**What this task involves**: From top to bottom, write out the listing exactly.

**Data to examine**:
· · ·

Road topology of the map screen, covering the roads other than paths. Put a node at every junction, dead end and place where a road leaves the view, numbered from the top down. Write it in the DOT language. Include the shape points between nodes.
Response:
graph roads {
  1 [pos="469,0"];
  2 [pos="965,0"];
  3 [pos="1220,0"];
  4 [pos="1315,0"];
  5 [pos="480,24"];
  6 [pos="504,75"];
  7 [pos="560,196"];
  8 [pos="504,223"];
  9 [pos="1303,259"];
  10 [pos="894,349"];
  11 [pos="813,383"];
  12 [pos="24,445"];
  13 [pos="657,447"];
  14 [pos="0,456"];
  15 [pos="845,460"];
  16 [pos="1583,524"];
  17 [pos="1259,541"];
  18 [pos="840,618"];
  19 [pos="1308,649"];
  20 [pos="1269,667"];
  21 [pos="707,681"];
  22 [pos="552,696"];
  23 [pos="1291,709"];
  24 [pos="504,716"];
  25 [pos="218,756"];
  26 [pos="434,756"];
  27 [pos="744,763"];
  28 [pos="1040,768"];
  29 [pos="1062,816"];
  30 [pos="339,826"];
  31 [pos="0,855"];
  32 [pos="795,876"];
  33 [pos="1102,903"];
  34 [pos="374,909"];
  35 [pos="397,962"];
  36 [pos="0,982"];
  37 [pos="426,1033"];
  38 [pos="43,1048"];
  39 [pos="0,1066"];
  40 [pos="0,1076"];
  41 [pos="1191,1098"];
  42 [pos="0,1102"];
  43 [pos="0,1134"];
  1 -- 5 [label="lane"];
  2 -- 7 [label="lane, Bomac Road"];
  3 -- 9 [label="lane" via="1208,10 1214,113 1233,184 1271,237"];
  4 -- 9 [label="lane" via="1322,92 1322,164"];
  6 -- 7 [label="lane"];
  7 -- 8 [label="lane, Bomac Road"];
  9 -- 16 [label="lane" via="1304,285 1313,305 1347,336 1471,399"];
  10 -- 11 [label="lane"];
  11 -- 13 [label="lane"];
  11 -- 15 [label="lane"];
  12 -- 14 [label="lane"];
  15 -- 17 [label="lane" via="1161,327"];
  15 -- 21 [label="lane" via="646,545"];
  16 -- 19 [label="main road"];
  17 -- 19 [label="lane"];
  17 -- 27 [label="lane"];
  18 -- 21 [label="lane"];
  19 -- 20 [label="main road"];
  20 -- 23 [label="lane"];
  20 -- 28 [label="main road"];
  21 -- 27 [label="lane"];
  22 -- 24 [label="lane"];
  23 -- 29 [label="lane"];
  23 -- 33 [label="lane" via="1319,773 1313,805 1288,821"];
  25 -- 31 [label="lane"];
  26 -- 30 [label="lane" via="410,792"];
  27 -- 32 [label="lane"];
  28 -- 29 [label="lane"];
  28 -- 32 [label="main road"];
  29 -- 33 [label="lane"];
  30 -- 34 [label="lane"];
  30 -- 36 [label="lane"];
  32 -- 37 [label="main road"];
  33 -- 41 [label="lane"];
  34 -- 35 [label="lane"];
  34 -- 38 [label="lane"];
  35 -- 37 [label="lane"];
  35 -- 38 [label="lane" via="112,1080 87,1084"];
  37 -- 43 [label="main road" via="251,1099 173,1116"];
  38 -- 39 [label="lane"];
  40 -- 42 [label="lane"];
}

· · ·

**Exercise output**:
Road topology of the map screen, covering the roads other than paths. Put a node at every junction, dead end and place where a road leaves the view, numbered from the top down. Write it in the DOT language. Include the shape points between nodes.
Response:
graph roads {
  1 [pos="469,0"];
  2 [pos="965,0"];
  3 [pos="1220,0"];
  4 [pos="1315,0"];
  5 [pos="480,24"];
  6 [pos="504,75"];
  7 [pos="560,196"];
  8 [pos="504,223"];
  9 [pos="1303,259"];
  10 [pos="894,349"];
  11 [pos="813,383"];
  12 [pos="24,445"];
  13 [pos="657,447"];
  14 [pos="0,456"];
  15 [pos="845,460"];
  16 [pos="1583,524"];
  17 [pos="1259,541"];
  18 [pos="840,618"];
  19 [pos="1308,649"];
  20 [pos="1269,667"];
  21 [pos="707,681"];
  22 [pos="552,696"];
  23 [pos="1291,709"];
  24 [pos="504,716"];
  25 [pos="218,756"];
  26 [pos="434,756"];
  27 [pos="744,763"];
  28 [pos="1040,768"];
  29 [pos="1062,816"];
  30 [pos="339,826"];
  31 [pos="0,855"];
  32 [pos="795,876"];
  33 [pos="1102,903"];
  34 [pos="374,909"];
  35 [pos="397,962"];
  36 [pos="0,982"];
  37 [pos="426,1033"];
  38 [pos="43,1048"];
  39 [pos="0,1066"];
  40 [pos="0,1076"];
  41 [pos="1191,1098"];
  42 [pos="0,1102"];
  43 [pos="0,1134"];
  1 -- 5 [label="lane"];
  2 -- 7 [label="lane, Bomac Road"];
  3 -- 9 [label="lane" via="1208,10 1214,113 1233,184 1271,237"];
  4 -- 9 [label="lane" via="1322,92 1322,164"];
  6 -- 7 [label="lane"];
  7 -- 8 [label="lane, Bomac Road"];
  9 -- 16 [label="lane" via="1304,285 1313,305 1347,336 1471,399"];
  10 -- 11 [label="lane"];
  11 -- 13 [label="lane"];
  11 -- 15 [label="lane"];
  12 -- 14 [label="lane"];
  15 -- 17 [label="lane" via="1161,327"];
  15 -- 21 [label="lane" via="646,545"];
  16 -- 19 [label="main road"];
  17 -- 19 [label="lane"];
  17 -- 27 [label="lane"];
  18 -- 21 [label="lane"];
  19 -- 20 [label="main road"];
  20 -- 23 [label="lane"];
  20 -- 28 [label="main road"];
  21 -- 27 [label="lane"];
  22 -- 24 [label="lane"];
  23 -- 29 [label="lane"];
  23 -- 33 [label="lane" via="1319,773 1313,805 1288,821"];
  25 -- 31 [label="lane"];
  26 -- 30 [label="lane" via="410,792"];
  27 -- 32 [label="lane"];
  28 -- 29 [label="lane"];
  28 -- 32 [label="main road"];
  29 -- 33 [label="lane"];
  30 -- 34 [label="lane"];
  30 -- 36 [label="lane"];
  32 -- 37 [label="main road"];
  33 -- 41 [label="lane"];
  34 -- 35 [label="lane"];
  34 -- 38 [label="lane"];
  35 -- 37 [label="lane"];
  35 -- 38 [label="lane" via="112,1080 87,1084"];
  37 -- 43 [label="main road" via="251,1099 173,1116"];
  38 -- 39 [label="lane"];
  40 -- 42 [label="lane"];
}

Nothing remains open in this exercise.